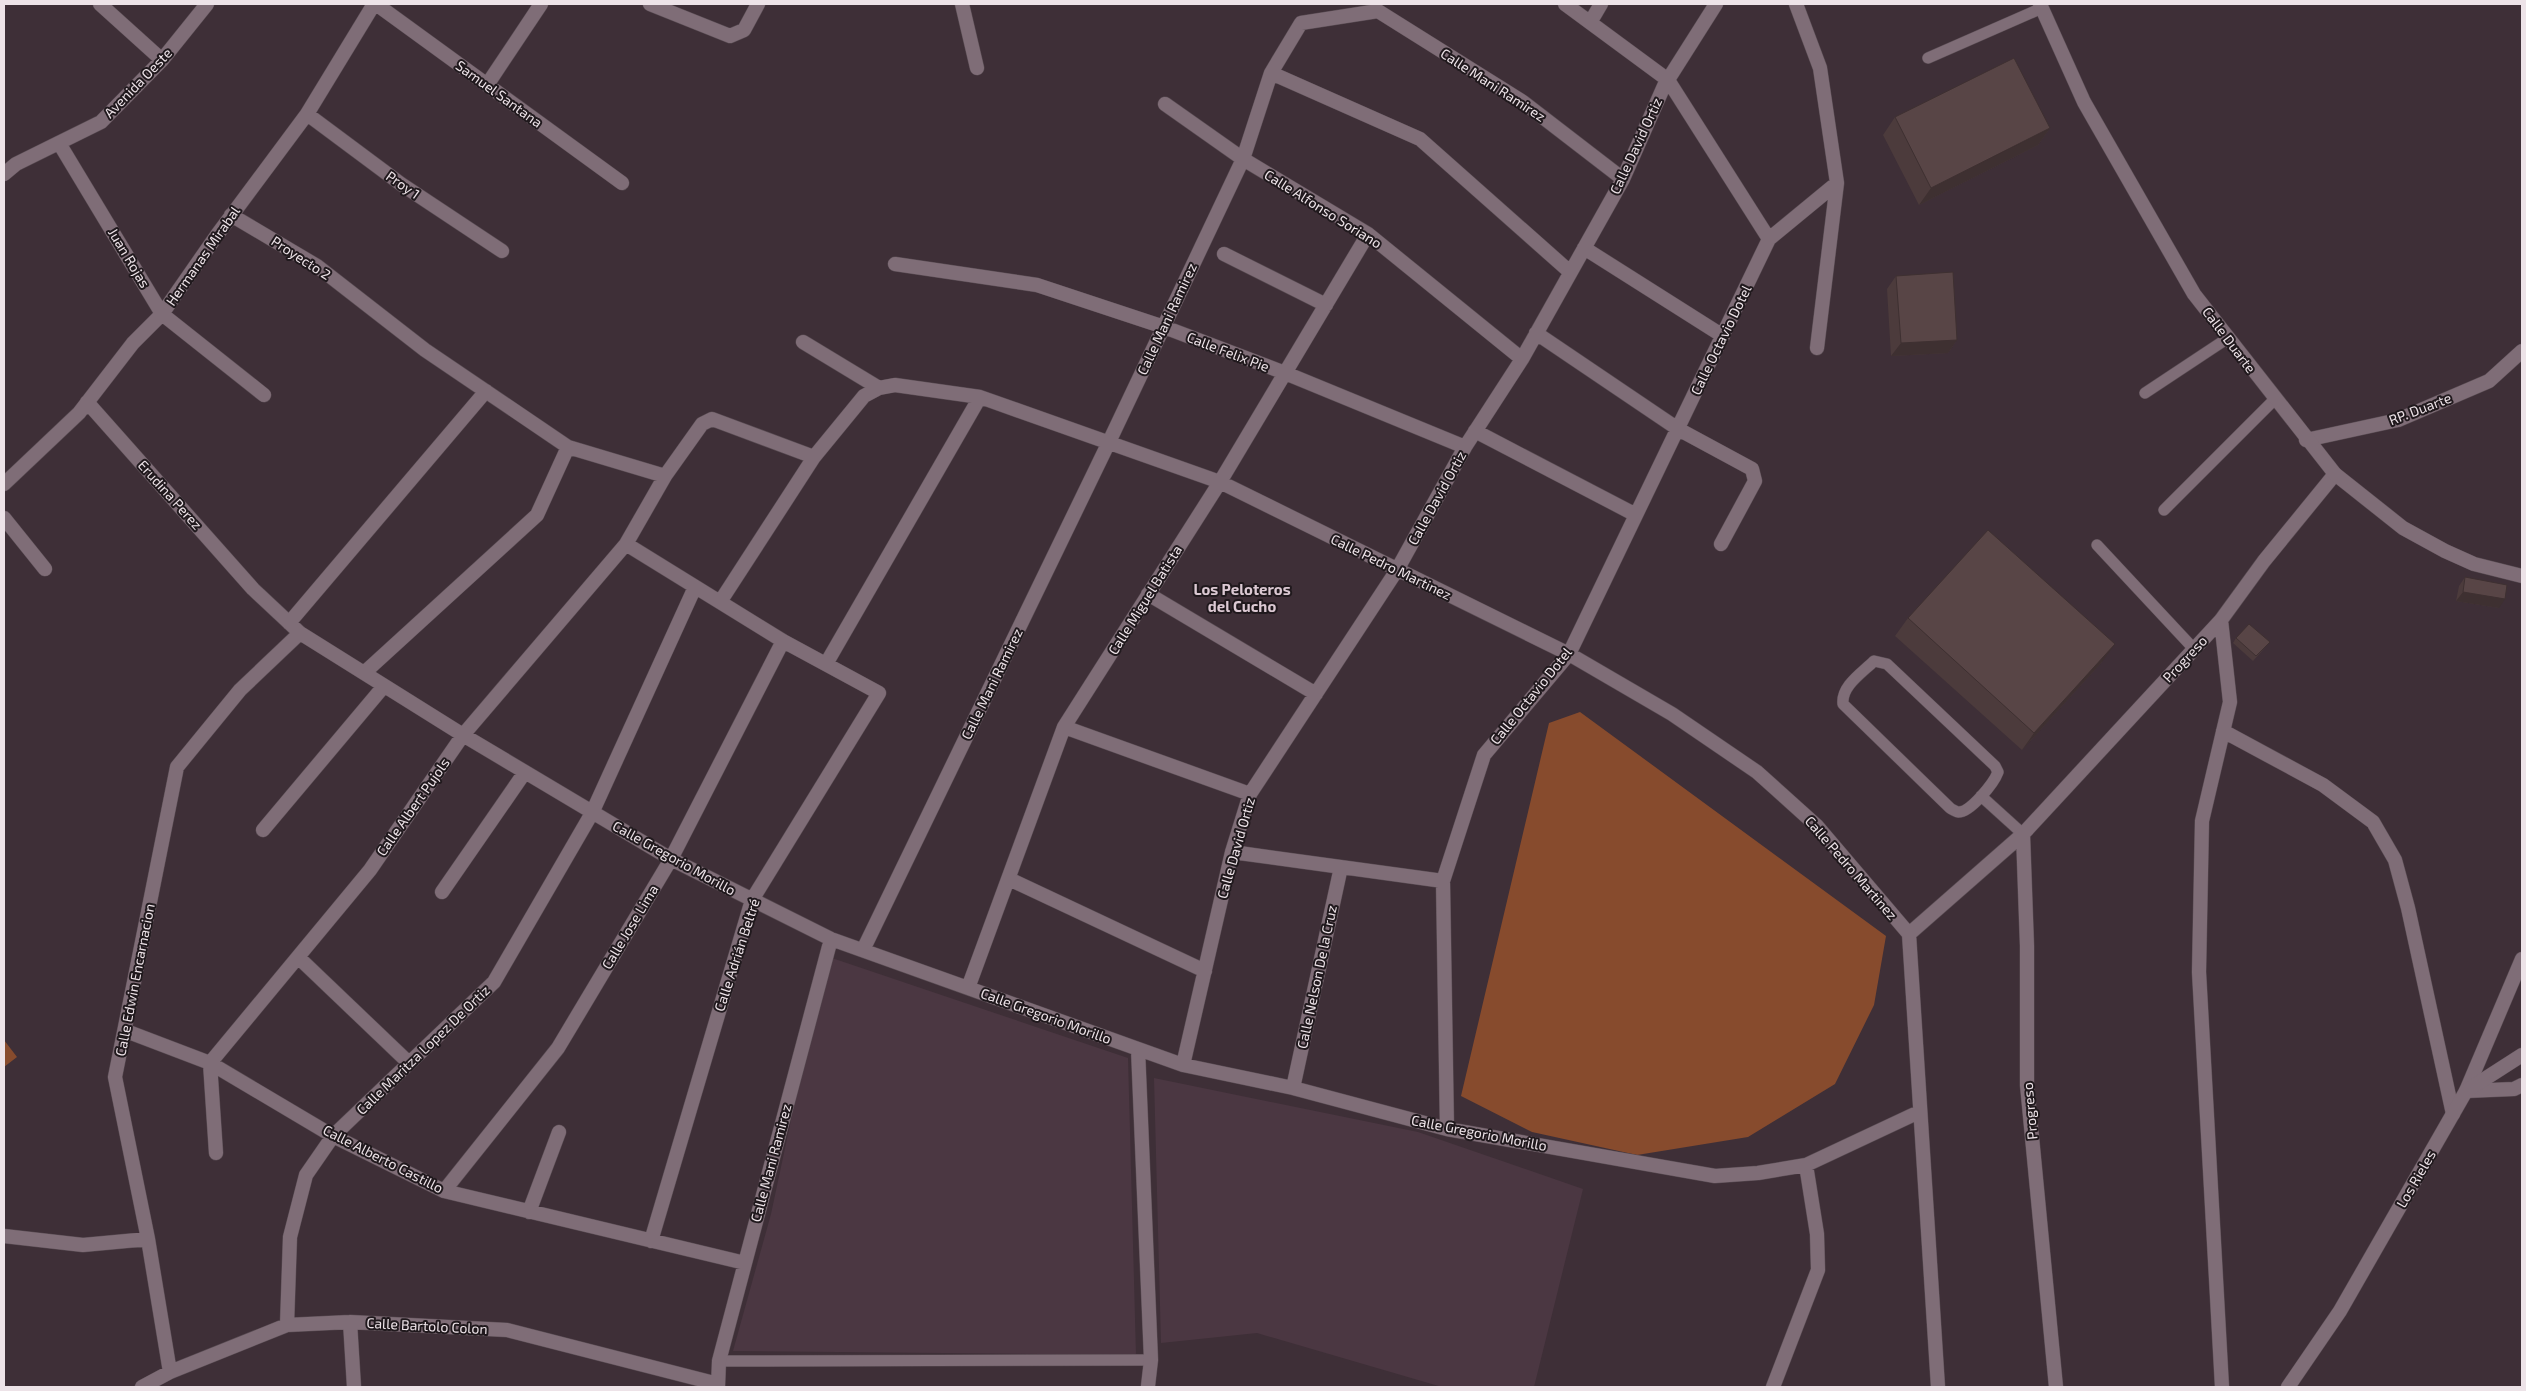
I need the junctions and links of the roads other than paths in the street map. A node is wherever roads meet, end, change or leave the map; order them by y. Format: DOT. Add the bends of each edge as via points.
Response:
graph roads {
  1 [pos="100,4"];
  2 [pos="207,4"];
  3 [pos="375,4"];
  4 [pos="541,4"];
  5 [pos="650,4"];
  6 [pos="758,4"];
  7 [pos="962,4"];
  8 [pos="1565,4"];
  9 [pos="1601,4"];
  10 [pos="1716,4"];
  11 [pos="1796,4"];
  12 [pos="2041,6"];
  13 [pos="1591,21"];
  14 [pos="1928,58"];
  15 [pos="162,60"];
  16 [pos="977,68"];
  17 [pos="1272,73"];
  18 [pos="1668,80"];
  19 [pos="487,85"];
  20 [pos="1166,104"];
  21 [pos="306,114"];
  22 [pos="59,143"];
  23 [pos="1243,159"];
  24 [pos="4,174"];
  25 [pos="1623,179"];
  26 [pos="622,183"];
  27 [pos="1837,183"];
  28 [pos="231,216"];
  29 [pos="1368,234"];
  30 [pos="1770,239"];
  31 [pos="1584,248"];
  32 [pos="502,251"];
  33 [pos="1224,254"];
  34 [pos="895,264"];
  35 [pos="1570,272"];
  36 [pos="1326,305"];
  37 [pos="162,314"];
  38 [pos="1164,327"];
  39 [pos="1536,333"];
  40 [pos="1723,336"];
  41 [pos="2228,338"];
  42 [pos="803,342"];
  43 [pos="1816,348"];
  44 [pos="2522,351"];
  45 [pos="1522,359"];
  46 [pos="1285,373"];
  47 [pos="879,388"];
  48 [pos="486,391"];
  49 [pos="2145,393"];
  50 [pos="264,395"];
  51 [pos="980,397"];
  52 [pos="2275,399"];
  53 [pos="87,402"];
  54 [pos="1678,429"];
  55 [pos="1476,431"];
  56 [pos="2306,440"];
  57 [pos="1109,442"];
  58 [pos="568,447"];
  59 [pos="1465,447"];
  60 [pos="814,457"];
  61 [pos="2335,474"];
  62 [pos="665,476"];
  63 [pos="1220,482"];
  64 [pos="4,484"];
  65 [pos="2164,510"];
  66 [pos="1636,515"];
  67 [pos="4,518"];
  68 [pos="626,544"];
  69 [pos="1721,544"];
  70 [pos="2097,545"];
  71 [pos="45,569"];
  72 [pos="1397,570"];
  73 [pos="2522,576"];
  74 [pos="695,587"];
  75 [pos="253,588"];
  76 [pos="1148,594"];
  77 [pos="720,602"];
  78 [pos="2221,620"];
  79 [pos="289,623"];
  80 [pos="300,634"];
  81 [pos="784,641"];
  82 [pos="2194,649"];
  83 [pos="1568,654"];
  84 [pos="826,664"];
  85 [pos="364,673"];
  86 [pos="384,686"];
  87 [pos="1316,694"];
  88 [pos="1064,727"];
  89 [pos="2224,731"];
  90 [pos="463,735"];
  91 [pos="525,772"];
  92 [pos="1250,794"];
  93 [pos="1981,796"];
  94 [pos="592,812"];
  95 [pos="264,830"];
  96 [pos="2023,834"];
  97 [pos="1232,852"];
  98 [pos="671,859"];
  99 [pos="1341,867"];
  100 [pos="1009,879"];
  101 [pos="1443,881"];
  102 [pos="442,892"];
  103 [pos="752,900"];
  104 [pos="1909,934"];
  105 [pos="831,939"];
  106 [pos="863,950"];
  107 [pos="298,957"];
  108 [pos="2522,959"];
  109 [pos="1205,970"];
  110 [pos="968,988"];
  111 [pos="126,1031"];
  112 [pos="1138,1049"];
  113 [pos="2522,1055"];
  114 [pos="210,1063"];
  115 [pos="409,1063"];
  116 [pos="1183,1064"];
  117 [pos="2522,1085"];
  118 [pos="1294,1088"];
  119 [pos="2466,1092"];
  120 [pos="1919,1112"];
  121 [pos="2453,1114"];
  122 [pos="1447,1129"];
  123 [pos="559,1132"];
  124 [pos="332,1136"];
  125 [pos="216,1153"];
  126 [pos="1806,1166"];
  127 [pos="444,1191"];
  128 [pos="529,1212"];
  129 [pos="4,1236"];
  130 [pos="148,1239"];
  131 [pos="651,1241"];
  132 [pos="744,1262"];
  133 [pos="350,1322"];
  134 [pos="287,1325"];
  135 [pos="1152,1360"];
  136 [pos="719,1362"];
  137 [pos="170,1372"];
  138 [pos="718,1386"];
  139 [pos="142,1387"];
  140 [pos="354,1387"];
  141 [pos="1148,1387"];
  142 [pos="1773,1387"];
  143 [pos="1938,1387"];
  144 [pos="2056,1387"];
  145 [pos="2222,1387"];
  146 [pos="2288,1387"];
  1 -- 15 [label="street"];
  2 -- 15 [label="street, Avenida Oeste"];
  3 -- 19 [label="street, Samuel Santana"];
  3 -- 21 [label="street, Hermanas Mirabal"];
  4 -- 19 [label="street"];
  5 -- 6 [label="street" via="730,36 744,30"];
  7 -- 16 [label="street"];
  8 -- 13 [label="street"];
  9 -- 13 [label="street"];
  10 -- 18 [label="street, Calle David Ortiz"];
  11 -- 27 [label="street" via="1820,68"];
  12 -- 14 [label="lane"];
  12 -- 41 [label="street, Calle Duarte" via="2084,102 2194,294"];
  13 -- 18 [label="street"];
  15 -- 22 [label="street, Avenida Oeste" via="101,122"];
  17 -- 23 [label="street, Calle Mani Ramirez"];
  17 -- 25 [label="street, Calle Mani Ramirez" via="1301,23 1378,11 1522,102"];
  17 -- 35 [label="street" via="1420,139"];
  18 -- 25 [label="street, Calle David Ortiz"];
  18 -- 30 [label="street"];
  19 -- 26 [label="street, Samuel Santana"];
  20 -- 23 [label="street, Calle Alfonso Soriano"];
  21 -- 28 [label="street, Hermanas Mirabal"];
  21 -- 32 [label="street, Proy 1" via="401,184"];
  22 -- 24 [label="street, Avenida Oeste" via="16,164"];
  22 -- 37 [label="street, Juan Rojas"];
  23 -- 29 [label="street, Calle Alfonso Soriano"];
  23 -- 38 [label="street, Calle Mani Ramirez"];
  25 -- 31 [label="street, Calle David Ortiz"];
  27 -- 30 [label="street"];
  27 -- 43 [label="street"];
  28 -- 37 [label="street, Hermanas Mirabal"];
  28 -- 48 [label="street, Proyecto 2" via="317,266 367,307"];
  29 -- 36 [label="street, Calle Miguel Batista"];
  29 -- 45 [label="street, Calle Alfonso Soriano"];
  30 -- 40 [label="street, Calle Octavio Dotel"];
  31 -- 35 [label="street, Calle David Ortiz"];
  31 -- 40 [label="street"];
  33 -- 36 [label="street"];
  34 -- 38 [label="street, Calle Felix Pie" via="1036,285"];
  35 -- 39 [label="street, Calle David Ortiz"];
  36 -- 46 [label="street, Calle Miguel Batista"];
  37 -- 50 [label="street, Juan Rojas"];
  37 -- 53 [label="street, Hermanas Mirabal" via="133,344"];
  38 -- 46 [label="street, Calle Felix Pie"];
  38 -- 57 [label="street, Calle Mani Ramirez"];
  39 -- 45 [label="street, Calle David Ortiz"];
  39 -- 54 [label="street"];
  40 -- 54 [label="street, Calle Octavio Dotel"];
  41 -- 49 [label="lane"];
  41 -- 52 [label="street, Calle Duarte"];
  42 -- 47 [label="street"];
  44 -- 56 [label="street, RP. Duarte" via="2488,381 2398,420"];
  45 -- 55 [label="street, Calle David Ortiz"];
  46 -- 59 [label="street, Calle Felix Pie"];
  46 -- 63 [label="street, Calle Miguel Batista"];
  47 -- 51 [label="street, Calle Pedro Martinez" via="895,385"];
  47 -- 60 [label="street" via="864,396"];
  48 -- 58 [label="street, Proyecto 2"];
  48 -- 79 [label="street"];
  51 -- 57 [label="street, Calle Pedro Martinez"];
  51 -- 84 [label="street"];
  52 -- 56 [label="street, Calle Duarte"];
  52 -- 65 [label="lane"];
  53 -- 64 [label="street, Hermanas Mirabal"];
  53 -- 75 [label="street, Erudina Perez"];
  54 -- 66 [label="street, Calle Octavio Dotel"];
  54 -- 69 [label="street" via="1752,469 1755,481"];
  55 -- 59 [label="street, Calle David Ortiz"];
  55 -- 66 [label="street"];
  56 -- 61 [label="street, Calle Duarte"];
  57 -- 63 [label="street, Calle Pedro Martinez"];
  57 -- 106 [label="street, Calle Mani Ramirez"];
  58 -- 62 [label="street, Proyecto 2"];
  58 -- 85 [label="street" via="537,515"];
  59 -- 72 [label="street, Calle David Ortiz"];
  60 -- 62 [label="street, Calle Albert Pujols" via="712,419 702,424"];
  60 -- 77 [label="street"];
  61 -- 73 [label="street, Calle Duarte" via="2403,528 2445,552 2474,564"];
  61 -- 78 [label="street, Progreso"];
  62 -- 68 [label="street, Calle Albert Pujols"];
  63 -- 72 [label="street, Calle Pedro Martinez"];
  63 -- 76 [label="street, Calle Miguel Batista"];
  66 -- 83 [label="street, Calle Octavio Dotel"];
  67 -- 71 [label="street"];
  68 -- 74 [label="street"];
  68 -- 90 [label="street, Calle Albert Pujols"];
  70 -- 82 [label="lane"];
  72 -- 83 [label="street, Calle Pedro Martinez"];
  72 -- 87 [label="street, Calle David Ortiz"];
  74 -- 77 [label="street"];
  74 -- 94 [label="street, Calle Maritza Lopez De Ortiz"];
  75 -- 79 [label="street, Calle Gregorio Morillo"];
  76 -- 87 [label="street"];
  76 -- 88 [label="street, Calle Miguel Batista"];
  77 -- 81 [label="street"];
  78 -- 82 [label="street, Progreso"];
  78 -- 89 [label="street" via="2230,702"];
  79 -- 80 [label="street, Calle Gregorio Morillo"];
  80 -- 85 [label="street, Calle Gregorio Morillo"];
  80 -- 111 [label="street, Calle Edwin Encarnacion" via="240,690 177,767"];
  81 -- 84 [label="street"];
  81 -- 98 [label="street, Calle Jose Lima"];
  82 -- 96 [label="street, Progreso"];
  83 -- 101 [label="street, Calle Octavio Dotel" via="1484,755"];
  83 -- 104 [label="street, Calle Pedro Martinez" via="1672,714 1757,772 1817,826"];
  84 -- 103 [label="street, Calle Adrián Beltré" via="879,693"];
  85 -- 86 [label="street, Calle Gregorio Morillo"];
  86 -- 90 [label="street, Calle Gregorio Morillo"];
  86 -- 95 [label="street"];
  87 -- 92 [label="street, Calle David Ortiz"];
  88 -- 92 [label="street"];
  88 -- 100 [label="street, Calle Miguel Batista"];
  89 -- 121 [label="street" via="2323,785 2372,822 2395,860"];
  89 -- 145 [label="street" via="2202,821 2199,972"];
  90 -- 91 [label="street, Calle Gregorio Morillo"];
  90 -- 107 [label="street, Calle Albert Pujols" via="370,870"];
  91 -- 94 [label="street, Calle Gregorio Morillo"];
  91 -- 102 [label="street"];
  92 -- 97 [label="street, Calle David Ortiz"];
  93 -- 93 [label="lane" via="1965,810 1958,812 1950,808 1843,704 1845,689 1874,661 1887,664 1995,766 1998,772 1996,780"];
  93 -- 96 [label="lane"];
  94 -- 98 [label="street, Calle Gregorio Morillo"];
  94 -- 115 [label="street, Calle Maritza Lopez De Ortiz" via="494,982"];
  96 -- 104 [label="street, Progreso"];
  96 -- 144 [label="street, Progreso" via="2027,1085"];
  97 -- 99 [label="street"];
  97 -- 109 [label="street, Calle David Ortiz"];
  98 -- 103 [label="street, Calle Gregorio Morillo"];
  98 -- 127 [label="street, Calle Jose Lima" via="558,1048"];
  99 -- 101 [label="street"];
  99 -- 118 [label="street, Calle Nelson De la Cruz"];
  100 -- 109 [label="street"];
  100 -- 110 [label="street, Calle Miguel Batista"];
  101 -- 122 [label="street, Calle Octavio Dotel"];
  103 -- 105 [label="street, Calle Gregorio Morillo"];
  103 -- 131 [label="street, Calle Adrián Beltré"];
  104 -- 120 [label="street"];
  105 -- 106 [label="street, Calle Gregorio Morillo"];
  105 -- 132 [label="street, Calle Mani Ramirez"];
  106 -- 110 [label="street, Calle Gregorio Morillo"];
  107 -- 114 [label="street, Calle Albert Pujols"];
  107 -- 115 [label="street"];
  108 -- 119 [label="street, Los Rieles"];
  109 -- 116 [label="street, Calle David Ortiz"];
  110 -- 112 [label="street, Calle Gregorio Morillo"];
  111 -- 114 [label="street, Calle Alberto Castillo"];
  111 -- 130 [label="street, Calle Edwin Encarnacion" via="115,1077"];
  112 -- 116 [label="street, Calle Gregorio Morillo"];
  112 -- 135 [label="street"];
  113 -- 119 [label="street"];
  114 -- 124 [label="street, Calle Alberto Castillo"];
  114 -- 125 [label="street"];
  115 -- 124 [label="street, Calle Maritza Lopez De Ortiz"];
  116 -- 118 [label="street, Calle Gregorio Morillo"];
  117 -- 119 [label="street" via="2514,1089"];
  118 -- 122 [label="street, Calle Gregorio Morillo"];
  119 -- 121 [label="street, Los Rieles"];
  120 -- 126 [label="street, Calle Gregorio Morillo"];
  120 -- 143 [label="street"];
  121 -- 146 [label="street, Los Rieles" via="2340,1311"];
  122 -- 126 [label="street, Calle Gregorio Morillo" via="1716,1176 1758,1174"];
  123 -- 128 [label="street"];
  124 -- 127 [label="street, Calle Alberto Castillo"];
  124 -- 134 [label="street, Calle Maritza Lopez De Ortiz" via="306,1175 290,1237"];
  126 -- 142 [label="street" via="1817,1234 1818,1270"];
  127 -- 128 [label="street, Calle Alberto Castillo"];
  128 -- 131 [label="street, Calle Alberto Castillo"];
  129 -- 130 [label="street" via="83,1246"];
  130 -- 137 [label="street, Calle Edwin Encarnacion"];
  131 -- 132 [label="street, Calle Alberto Castillo"];
  132 -- 136 [label="street, Calle Mani Ramirez"];
  133 -- 134 [label="street, Calle Bartolo Colon"];
  133 -- 138 [label="street, Calle Bartolo Colon" via="507,1330"];
  133 -- 140 [label="street"];
  134 -- 137 [label="street, Calle Bartolo Colon"];
  135 -- 136 [label="lane"];
  135 -- 141 [label="street"];
  136 -- 138 [label="street, Calle Mani Ramirez"];
  137 -- 139 [label="street, Calle Bartolo Colon"];
}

- - - - -

▸ DESCRIPTION OF THE TASK
How many of the lines above hold the word "Castillo"? Give only that number.

▸ COMPLETED EXERCISE
6